EXERCISE BRIEF –
Where does the word "main" appear in the data? Copy every line that holds it.
====
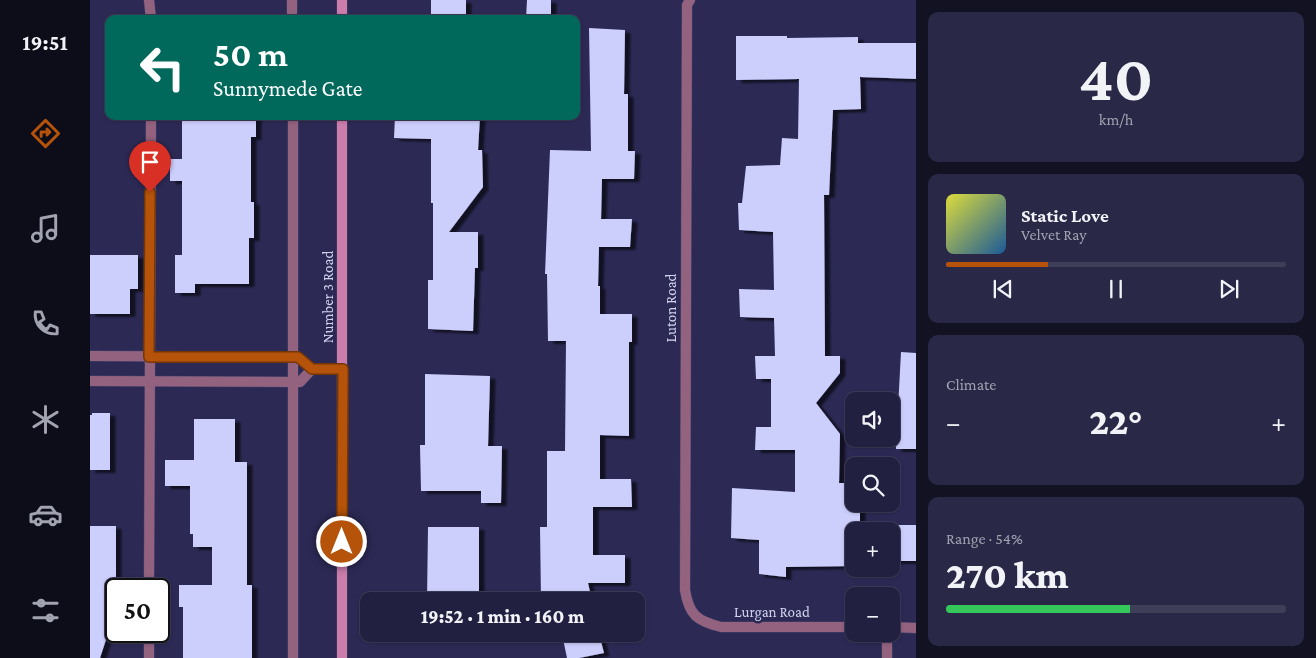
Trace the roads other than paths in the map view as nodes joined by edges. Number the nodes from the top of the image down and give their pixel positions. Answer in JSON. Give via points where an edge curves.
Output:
{"nodes":[{"id":1,"x":149,"y":0,"type":"edge"},
{"id":2,"x":292,"y":0,"type":"edge"},
{"id":3,"x":342,"y":0,"type":"edge"},
{"id":4,"x":690,"y":0,"type":"edge"},
{"id":5,"x":151,"y":15,"type":"edge"},
{"id":6,"x":292,"y":15,"type":"edge"},
{"id":7,"x":342,"y":15,"type":"edge"},
{"id":8,"x":151,"y":120,"type":"edge"},
{"id":9,"x":293,"y":120,"type":"edge"},
{"id":10,"x":342,"y":120,"type":"edge"},
{"id":11,"x":90,"y":356,"type":"edge"},
{"id":12,"x":149,"y":357,"type":"junction"},
{"id":13,"x":293,"y":357,"type":"junction"},
{"id":14,"x":312,"y":369,"type":"junction"},
{"id":15,"x":343,"y":369,"type":"junction"},
{"id":16,"x":90,"y":381,"type":"edge"},
{"id":17,"x":149,"y":381,"type":"junction"},
{"id":18,"x":293,"y":382,"type":"junction"},
{"id":19,"x":149,"y":578,"type":"edge"},
{"id":20,"x":694,"y":615,"type":"joint"},
{"id":21,"x":845,"y":627,"type":"edge"},
{"id":22,"x":900,"y":627,"type":"edge"},
{"id":23,"x":916,"y":628,"type":"edge"},
{"id":24,"x":887,"y":642,"type":"edge"},
{"id":25,"x":149,"y":643,"type":"edge"},
{"id":26,"x":149,"y":658,"type":"edge"},
{"id":27,"x":293,"y":658,"type":"edge"},
{"id":28,"x":342,"y":658,"type":"edge"},
{"id":29,"x":887,"y":658,"type":"edge"}],
"edges":[{"from":1,"to":5,"type":"street"},
{"from":2,"to":6,"type":"street"},
{"from":3,"to":7,"type":"main road"},
{"from":4,"to":20,"type":"street","name":"Luton Road","via":[[687,5],[685,590],[687,603]]},
{"from":8,"to":12,"type":"street"},
{"from":9,"to":13,"type":"street"},
{"from":10,"to":15,"type":"main road","name":"Number 3 Road"},
{"from":11,"to":12,"type":"street"},
{"from":12,"to":13,"type":"street"},
{"from":12,"to":17,"type":"street"},
{"from":13,"to":14,"type":"street","via":[[298,357]]},
{"from":13,"to":18,"type":"street"},
{"from":14,"to":15,"type":"street"},
{"from":14,"to":18,"type":"street","via":[[300,382]]},
{"from":15,"to":28,"type":"main road","name":"Number 3 Road"},
{"from":16,"to":17,"type":"street"},
{"from":17,"to":18,"type":"street"},
{"from":17,"to":19,"type":"street"},
{"from":18,"to":27,"type":"street"},
{"from":20,"to":21,"type":"street","name":"Lurgan Road","via":[[704,623],[721,627]]},
{"from":22,"to":23,"type":"street"},
{"from":24,"to":29,"type":"street"},
{"from":25,"to":26,"type":"street"}]}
====
SOLUTION FOR THIS EXERCISE –
{"from":3,"to":7,"type":"main road"},
{"from":10,"to":15,"type":"main road","name":"Number 3 Road"},
{"from":15,"to":28,"type":"main road","name":"Number 3 Road"},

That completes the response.